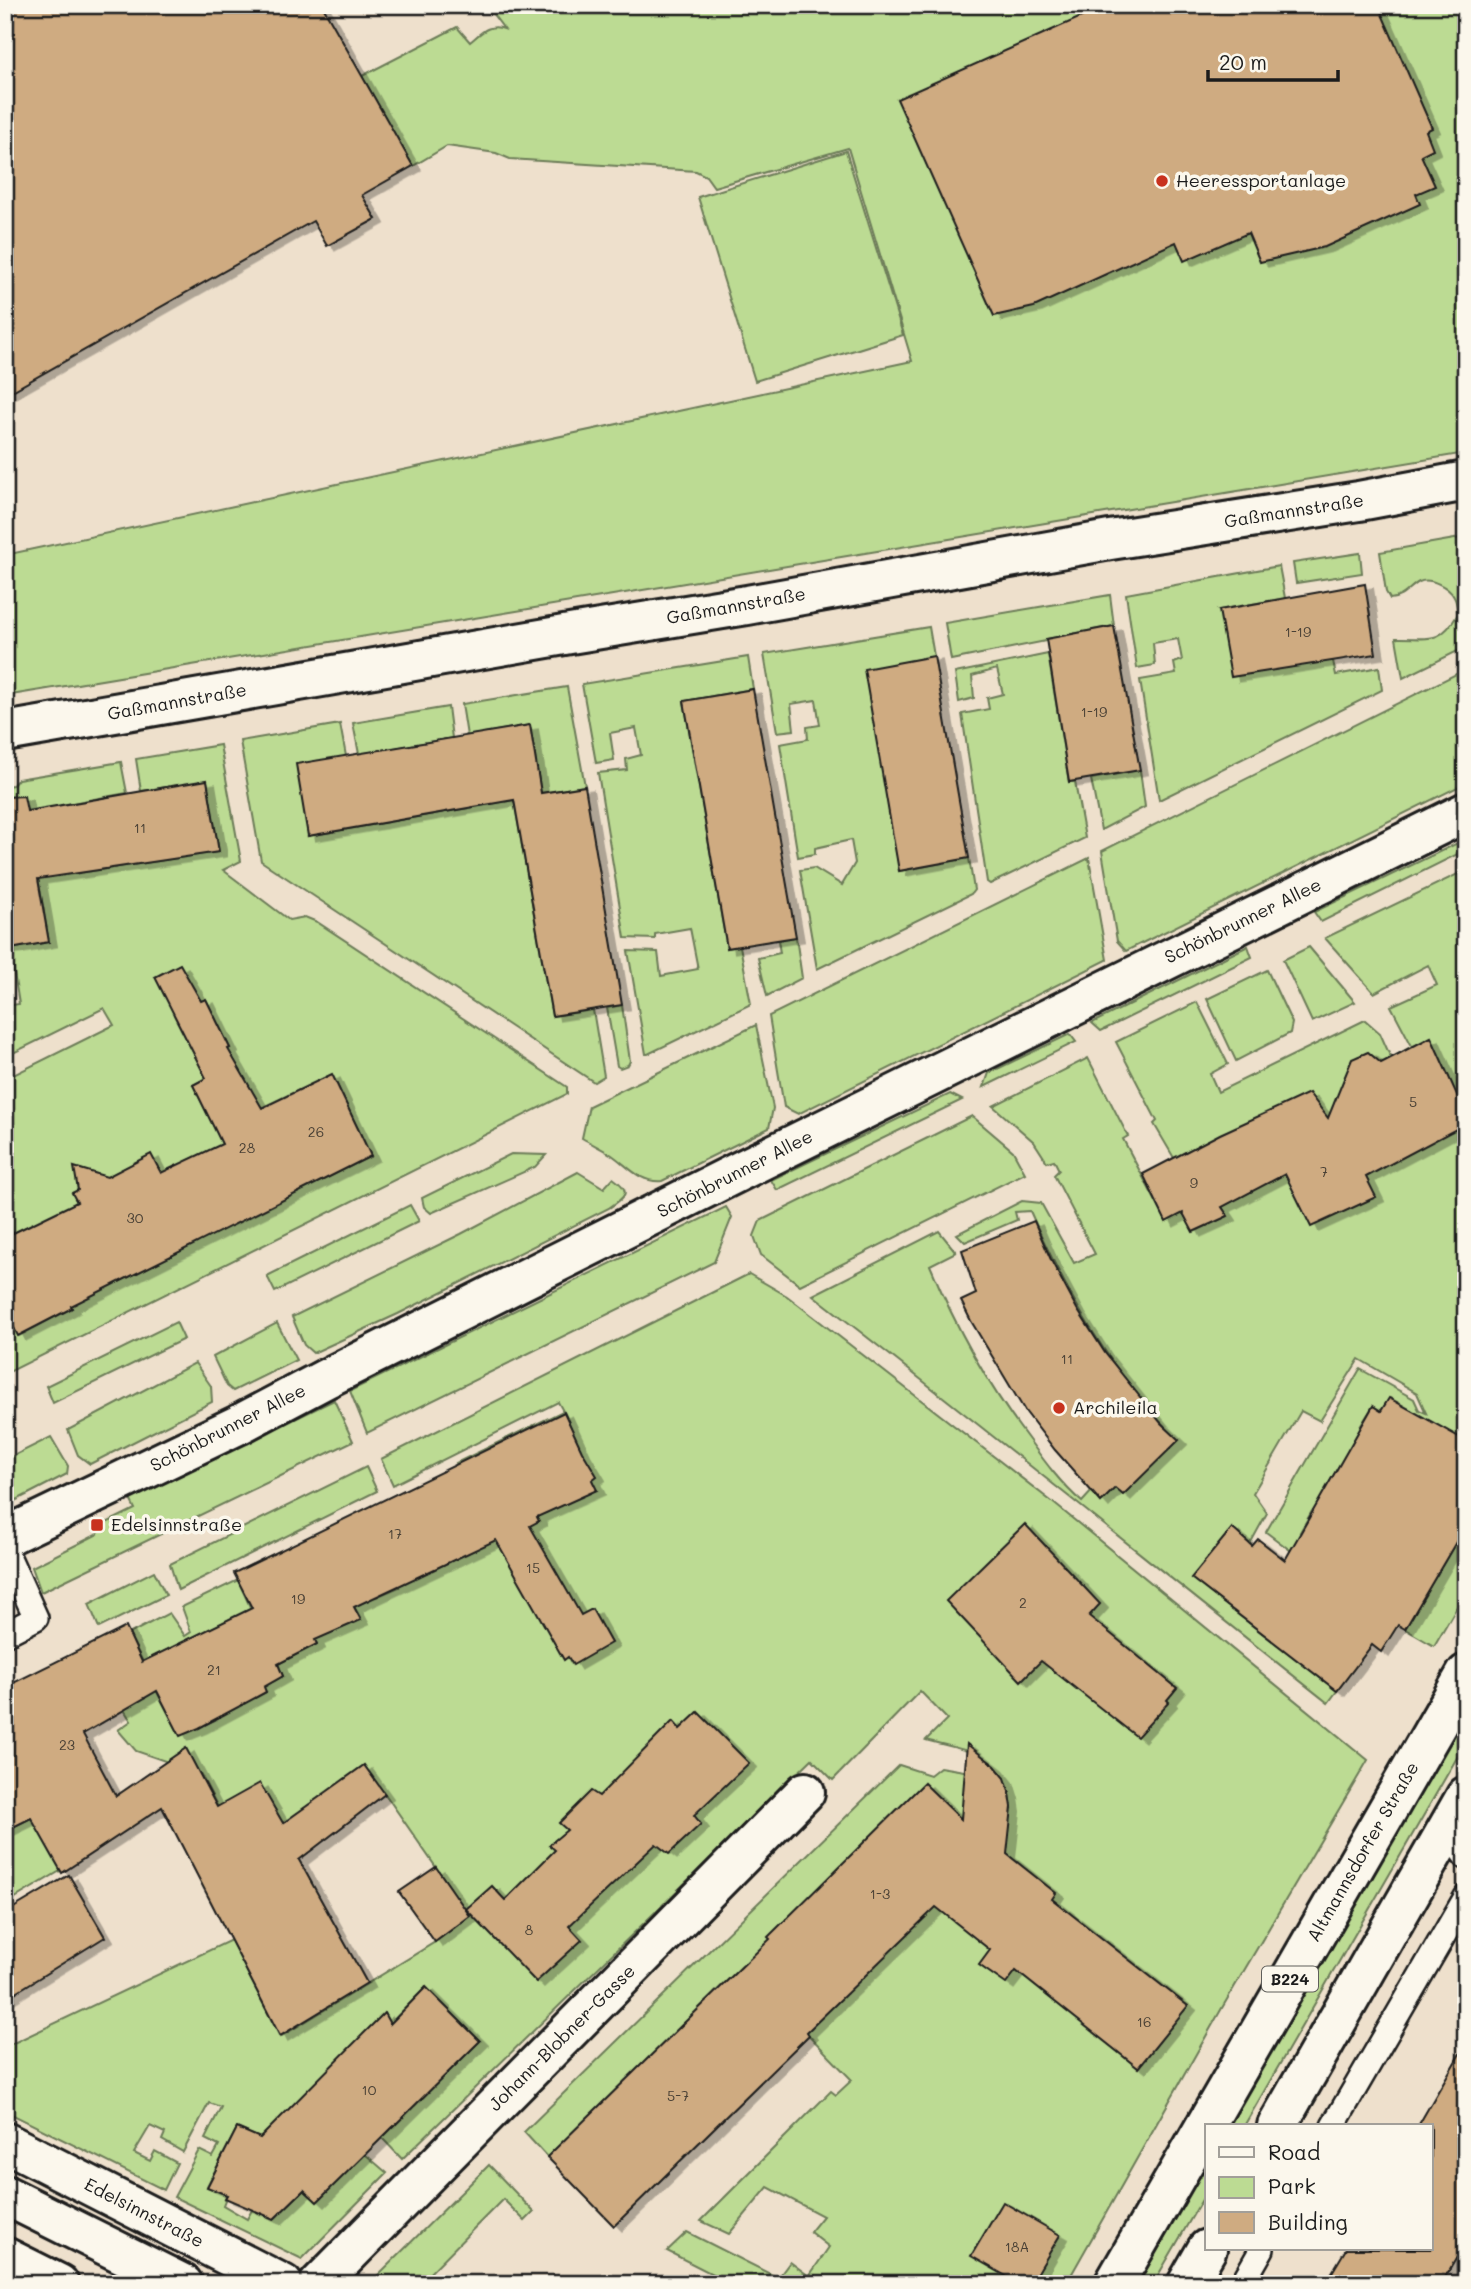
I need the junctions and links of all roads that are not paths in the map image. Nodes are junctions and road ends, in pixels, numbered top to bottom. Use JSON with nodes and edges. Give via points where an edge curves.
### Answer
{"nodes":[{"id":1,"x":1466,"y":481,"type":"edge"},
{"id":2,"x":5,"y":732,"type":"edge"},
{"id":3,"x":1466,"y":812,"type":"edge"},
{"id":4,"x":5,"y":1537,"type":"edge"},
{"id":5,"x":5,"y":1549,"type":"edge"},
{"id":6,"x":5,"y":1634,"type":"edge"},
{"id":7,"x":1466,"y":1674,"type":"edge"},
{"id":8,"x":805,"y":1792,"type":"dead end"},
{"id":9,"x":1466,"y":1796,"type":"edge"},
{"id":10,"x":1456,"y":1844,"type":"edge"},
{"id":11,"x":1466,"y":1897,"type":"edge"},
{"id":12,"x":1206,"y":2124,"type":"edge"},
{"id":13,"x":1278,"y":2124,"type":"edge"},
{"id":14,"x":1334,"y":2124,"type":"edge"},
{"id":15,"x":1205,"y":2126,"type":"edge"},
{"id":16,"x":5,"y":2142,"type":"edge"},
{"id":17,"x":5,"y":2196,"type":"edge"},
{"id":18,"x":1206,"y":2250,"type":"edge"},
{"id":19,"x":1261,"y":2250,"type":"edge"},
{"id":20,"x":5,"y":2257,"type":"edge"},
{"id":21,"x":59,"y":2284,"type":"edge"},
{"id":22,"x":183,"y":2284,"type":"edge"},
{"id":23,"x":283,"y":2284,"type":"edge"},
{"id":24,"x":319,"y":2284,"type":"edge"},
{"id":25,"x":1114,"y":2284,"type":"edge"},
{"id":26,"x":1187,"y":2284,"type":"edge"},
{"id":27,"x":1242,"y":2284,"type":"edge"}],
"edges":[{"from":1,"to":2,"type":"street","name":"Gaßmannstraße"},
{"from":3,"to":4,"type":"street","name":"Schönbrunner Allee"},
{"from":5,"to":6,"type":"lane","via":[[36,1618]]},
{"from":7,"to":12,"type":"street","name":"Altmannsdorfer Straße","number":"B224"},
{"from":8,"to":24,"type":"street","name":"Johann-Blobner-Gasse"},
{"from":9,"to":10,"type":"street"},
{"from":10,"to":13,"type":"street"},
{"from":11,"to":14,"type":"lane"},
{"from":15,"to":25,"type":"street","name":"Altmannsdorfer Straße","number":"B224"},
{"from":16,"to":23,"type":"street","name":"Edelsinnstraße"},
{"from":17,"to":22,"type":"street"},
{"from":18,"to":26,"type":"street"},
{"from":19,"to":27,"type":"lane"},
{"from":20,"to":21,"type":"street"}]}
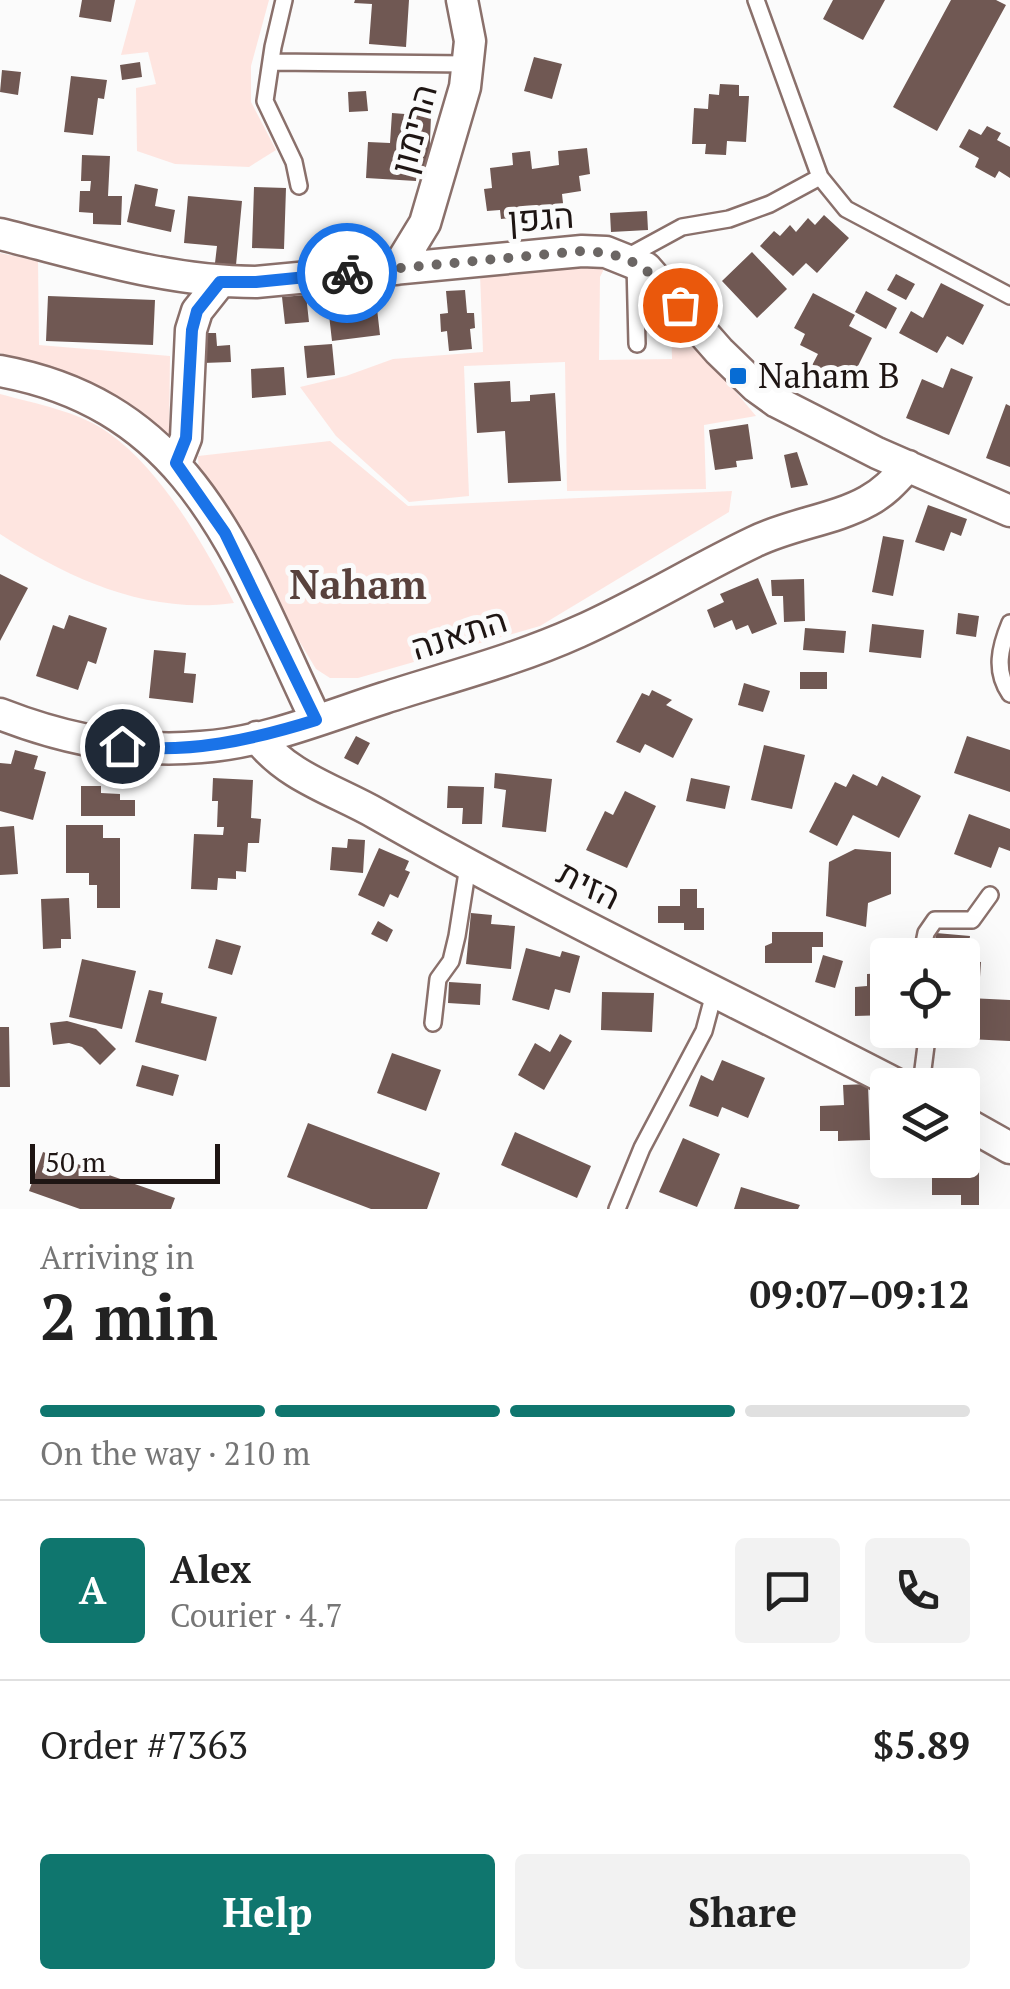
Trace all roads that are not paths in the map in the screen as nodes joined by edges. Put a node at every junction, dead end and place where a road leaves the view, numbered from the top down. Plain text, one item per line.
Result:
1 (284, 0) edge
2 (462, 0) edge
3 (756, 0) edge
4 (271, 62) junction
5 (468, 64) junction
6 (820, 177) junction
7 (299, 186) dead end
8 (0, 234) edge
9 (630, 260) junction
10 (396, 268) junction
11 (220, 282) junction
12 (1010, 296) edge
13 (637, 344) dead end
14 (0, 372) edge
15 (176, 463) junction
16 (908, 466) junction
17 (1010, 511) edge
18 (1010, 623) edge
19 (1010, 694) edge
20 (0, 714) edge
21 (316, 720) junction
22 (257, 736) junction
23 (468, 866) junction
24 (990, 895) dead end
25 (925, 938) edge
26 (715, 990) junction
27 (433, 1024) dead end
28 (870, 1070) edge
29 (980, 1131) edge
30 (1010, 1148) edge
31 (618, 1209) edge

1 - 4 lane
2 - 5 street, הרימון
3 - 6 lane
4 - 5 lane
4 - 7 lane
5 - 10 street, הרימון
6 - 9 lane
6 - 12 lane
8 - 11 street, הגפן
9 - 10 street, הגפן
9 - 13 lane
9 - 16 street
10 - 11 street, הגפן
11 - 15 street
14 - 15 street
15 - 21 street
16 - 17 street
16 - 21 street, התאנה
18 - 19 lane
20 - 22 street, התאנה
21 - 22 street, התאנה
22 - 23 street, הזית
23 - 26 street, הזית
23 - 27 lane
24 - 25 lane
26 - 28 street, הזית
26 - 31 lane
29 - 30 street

To do =
Could you retype exactly the lines from the one containing "Trace all roads" through the final line of the data above, and no others?

Exercise answer =
Trace all roads that are not paths in the map in the screen as nodes joined by edges. Put a node at every junction, dead end and place where a road leaves the view, numbered from the top down. Plain text, one item per line.
Result:
1 (284, 0) edge
2 (462, 0) edge
3 (756, 0) edge
4 (271, 62) junction
5 (468, 64) junction
6 (820, 177) junction
7 (299, 186) dead end
8 (0, 234) edge
9 (630, 260) junction
10 (396, 268) junction
11 (220, 282) junction
12 (1010, 296) edge
13 (637, 344) dead end
14 (0, 372) edge
15 (176, 463) junction
16 (908, 466) junction
17 (1010, 511) edge
18 (1010, 623) edge
19 (1010, 694) edge
20 (0, 714) edge
21 (316, 720) junction
22 (257, 736) junction
23 (468, 866) junction
24 (990, 895) dead end
25 (925, 938) edge
26 (715, 990) junction
27 (433, 1024) dead end
28 (870, 1070) edge
29 (980, 1131) edge
30 (1010, 1148) edge
31 (618, 1209) edge

1 - 4 lane
2 - 5 street, הרימון
3 - 6 lane
4 - 5 lane
4 - 7 lane
5 - 10 street, הרימון
6 - 9 lane
6 - 12 lane
8 - 11 street, הגפן
9 - 10 street, הגפן
9 - 13 lane
9 - 16 street
10 - 11 street, הגפן
11 - 15 street
14 - 15 street
15 - 21 street
16 - 17 street
16 - 21 street, התאנה
18 - 19 lane
20 - 22 street, התאנה
21 - 22 street, התאנה
22 - 23 street, הזית
23 - 26 street, הזית
23 - 27 lane
24 - 25 lane
26 - 28 street, הזית
26 - 31 lane
29 - 30 street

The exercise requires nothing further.